Uma tentativa de responder às questões acima nos leva a argumentar que Paulo Freire, com a sua práxis contundente, insistente e incansável pela justiça, pela cidadania, pelo respeito aos diversos conhecimentos (incluindo os conhecimentos excluídos dos conteúdos escolares) e pela extensão dos direitos mais elementares aos deles completamente desprovidos, conseguiu aglutinar pessoas, grupos e profissionais que não se silenciam, nem são indiferentes ao que se encontra diante de seus olhos e de suas mãos. Entre esses direitos amplamente reivindicados se encontra o acesso à educação: o direito a uma educação que não marginalize as e os já marginalizados nos seus direitos sociais, econômicos, culturais e políticos.
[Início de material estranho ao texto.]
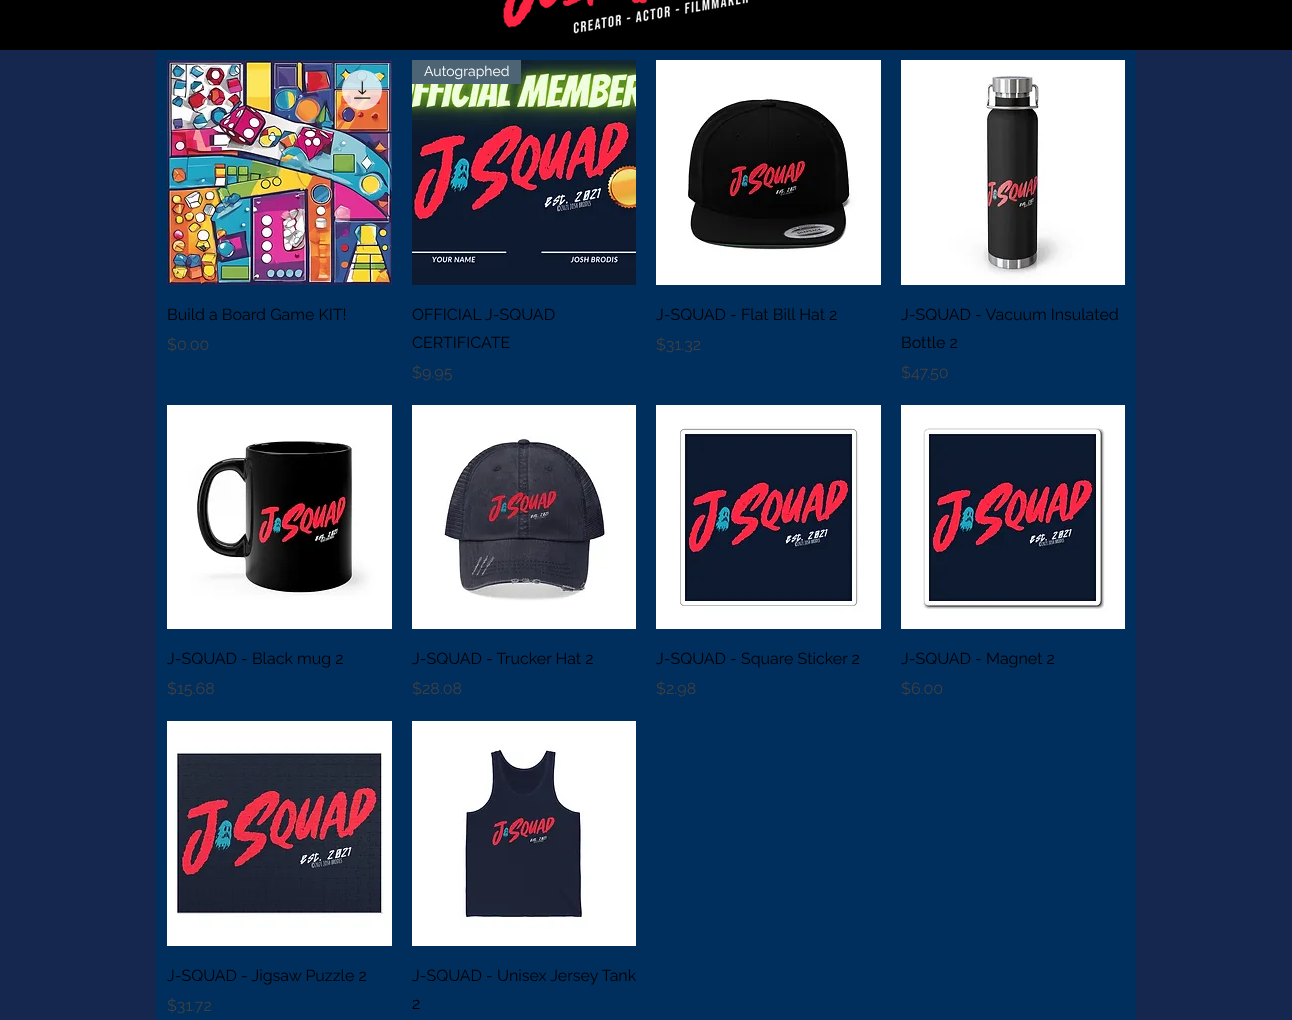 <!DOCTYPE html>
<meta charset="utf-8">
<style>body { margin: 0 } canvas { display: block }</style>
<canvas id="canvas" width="1292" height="1020"></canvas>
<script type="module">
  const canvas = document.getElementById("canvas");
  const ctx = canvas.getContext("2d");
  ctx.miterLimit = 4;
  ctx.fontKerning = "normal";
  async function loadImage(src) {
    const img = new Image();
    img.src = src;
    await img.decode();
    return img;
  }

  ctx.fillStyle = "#15264f";
  ctx.fillRect(0, 0, 1292, 1020);
  ctx.fillStyle = "#000000";
  ctx.fillRect(0, 0, 1292, 50);
  ctx.drawImage(await loadImage("img1.png"), 503, 0, 245, 34);
  ctx.fillStyle = "#002e5d";
  ctx.fillRect(156, 50, 980, 970);
  ctx.drawImage(await loadImage("img2.png"), 167, 60, 225, 225);
  ctx.fillStyle = "rgba(255, 255, 255, 0.75)";
  ctx.beginPath();
  ctx.arc(362, 90, 20, 0, Math.PI * 2);
  ctx.fill();
  ctx.drawImage(await loadImage("img3.png"), 354, 81, 17, 18);
  ctx.font = "16px Raleway";
  ctx.fillStyle = "#000000";
  ctx.fillText("Build a Board Game KIT!", 167, 320);
  ctx.fillStyle = "#404040";
  ctx.fillText("$0.00", 167, 350);
  ctx.drawImage(await loadImage("img4.png"), 412, 60, 224, 225);
  ctx.fillStyle = "#4c6474";
  ctx.fillRect(412, 60, 109, 24);
  ctx.font = "14px Raleway";
  ctx.fillStyle = "#ffffff";
  ctx.fillText("Autographed", 424, 76);
  ctx.font = "16px Raleway";
  ctx.fillStyle = "#000000";
  ctx.fillText("OFFICIAL J-SQUAD", 412, 320);
  ctx.fillText("CERTIFICATE", 412, 348);
  ctx.fillStyle = "#404040";
  ctx.fillText("$9.95", 412, 378);
  ctx.drawImage(await loadImage("img5.png"), 656, 60, 225, 225);
  ctx.fillStyle = "#000000";
  ctx.fillText("J-SQUAD - Flat Bill Hat 2", 656, 320);
  ctx.fillStyle = "#404040";
  ctx.fillText("$31.32", 656, 350);
  ctx.drawImage(await loadImage("img6.png"), 901, 60, 224, 225);
  ctx.fillStyle = "#000000";
  ctx.fillText("J-SQUAD - Vacuum Insulated", 901, 320);
  ctx.fillText("Bottle 2", 901, 348);
  ctx.fillStyle = "#404040";
  ctx.fillText("$47.50", 901, 378);
  ctx.drawImage(await loadImage("img7.png"), 167, 405, 225, 224);
  ctx.fillStyle = "#000000";
  ctx.fillText("J-SQUAD - Black mug 2", 167, 664);
  ctx.fillStyle = "#404040";
  ctx.fillText("$15.68", 167, 694);
  ctx.drawImage(await loadImage("img8.png"), 412, 405, 224, 224);
  ctx.fillStyle = "#000000";
  ctx.fillText("J-SQUAD - Trucker Hat 2", 412, 664);
  ctx.fillStyle = "#404040";
  ctx.fillText("$28.08", 412, 694);
  ctx.drawImage(await loadImage("img9.png"), 656, 405, 225, 224);
  ctx.fillStyle = "#000000";
  ctx.fillText("J-SQUAD - Square Sticker 2", 656, 664);
  ctx.fillStyle = "#404040";
  ctx.fillText("$2.98", 656, 694);
  ctx.drawImage(await loadImage("img10.png"), 901, 405, 224, 224);
  ctx.fillStyle = "#000000";
  ctx.fillText("J-SQUAD - Magnet 2", 901, 664);
  ctx.fillStyle = "#404040";
  ctx.fillText("$6.00", 901, 694);
  ctx.drawImage(await loadImage("img11.png"), 167, 721, 225, 225);
  ctx.fillStyle = "#000000";
  ctx.fillText("J-SQUAD - Jigsaw Puzzle 2", 167, 981);
  ctx.fillStyle = "#404040";
  ctx.fillText("$31.72", 167, 1011);
  ctx.drawImage(await loadImage("img12.png"), 412, 721, 224, 225);
  ctx.fillStyle = "#000000";
  ctx.fillText("J-SQUAD - Unisex Jersey Tank", 412, 981);
  ctx.fillText("2", 412, 1009);
</script>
Portanto, reduzir Paulo Freire a um método de alfabetização elaborado nos anos 1960, como tantos fizeram e ainda o fazem, é ignorar a sua contribuição e empenho na construção de uma teoria política e pedagógica, impregnada das experiências e mazelas da vida cotidiana nas “quebradas do mundaréu”, como diria Plínio Marcos.

III

 

Por essas e muitas outras contribuições comemora-se, pelo mundo afora, os seus 100 anos com diferentes protagonistas, discursos e linguagens: inúmeros dossiês em revistas acadêmicas publicadas no Brasil e no exterior, lives e conferências em diversos idiomas, novas traduções e edições de seus livros e uma infinidade de publicações sobre e ou com ele. Essa série de homenagens teve início no segundo semestre de 2019 e a programação pelo menos, até o final de 2021, passou e passará por: Angicos, Berlim, Bogotá, Caiacó, Cidade do México, Evanston (Chicago), Fortaleza, Genebra, Hamburgo, Havana, Macau, Paris, Porto Alegre, Recife, Rio de Janeiro, São Paulo, Santiago do Chile, Salzburgo, Teresina, Toulouse, Uberaba, Veneza, Vitória, etc. Esses eventos trazem ao espaço público uma nova geração de ativistas, professoras e professores, pesquisadoras e pesquisadores, que ressignificam e revitalizam a pedagogia freireana. Nessa série de homenagens uma iconografia se evidencia, na qual Paulo Freire é apresentado distante da imagem padrão (do homem de barba branca e gestos atenciosos) e em cenários pouco convencionais. Nela se encontra interpretações e releituras pictóricas de Paulo Freire, menos previsíveis, em desenhos, pinturas, grafites, lambe-lambes, caricaturas, cartazes, camisetas, muros, transporte público (em Helsinque ou em Lins, interior de São Paulo) e nas redes sociais. Paulo Freire é (re)apresentado andando de bicicleta; fumando seu cigarro (da marca Minister); alegre e em cenários tropicais; saboreando suas frutas preferidas em feiras agroecológicas; falando japonês em Kagoshima; ou ainda provocando os mais recentes clones de sanguinários ditadores. Surgem também no espaço público: fotos dele com Abdias do Nascimento, Antonia Darder, Aldo Vannucchi, Darcy Ribeiro, Davi Kopenawa, Heinz Peter Gerhardt, Ivan Illich, José Lutzenberger, Luiza Erundina, Márcio D’Olne Campos, Patativa do Assaré, Valdeck de Garanhuns e com pessoas não tão conhecidas como as citadas que evidenciam algumas das andanças de Paulo Freire pela Austrália, Belém do Pará, Campinas, Cuernavaca, Guiné-Bissau, Hiroshima, Piracicaba, Ponta Grossa, Sorocaba e nos assentamentos do MST.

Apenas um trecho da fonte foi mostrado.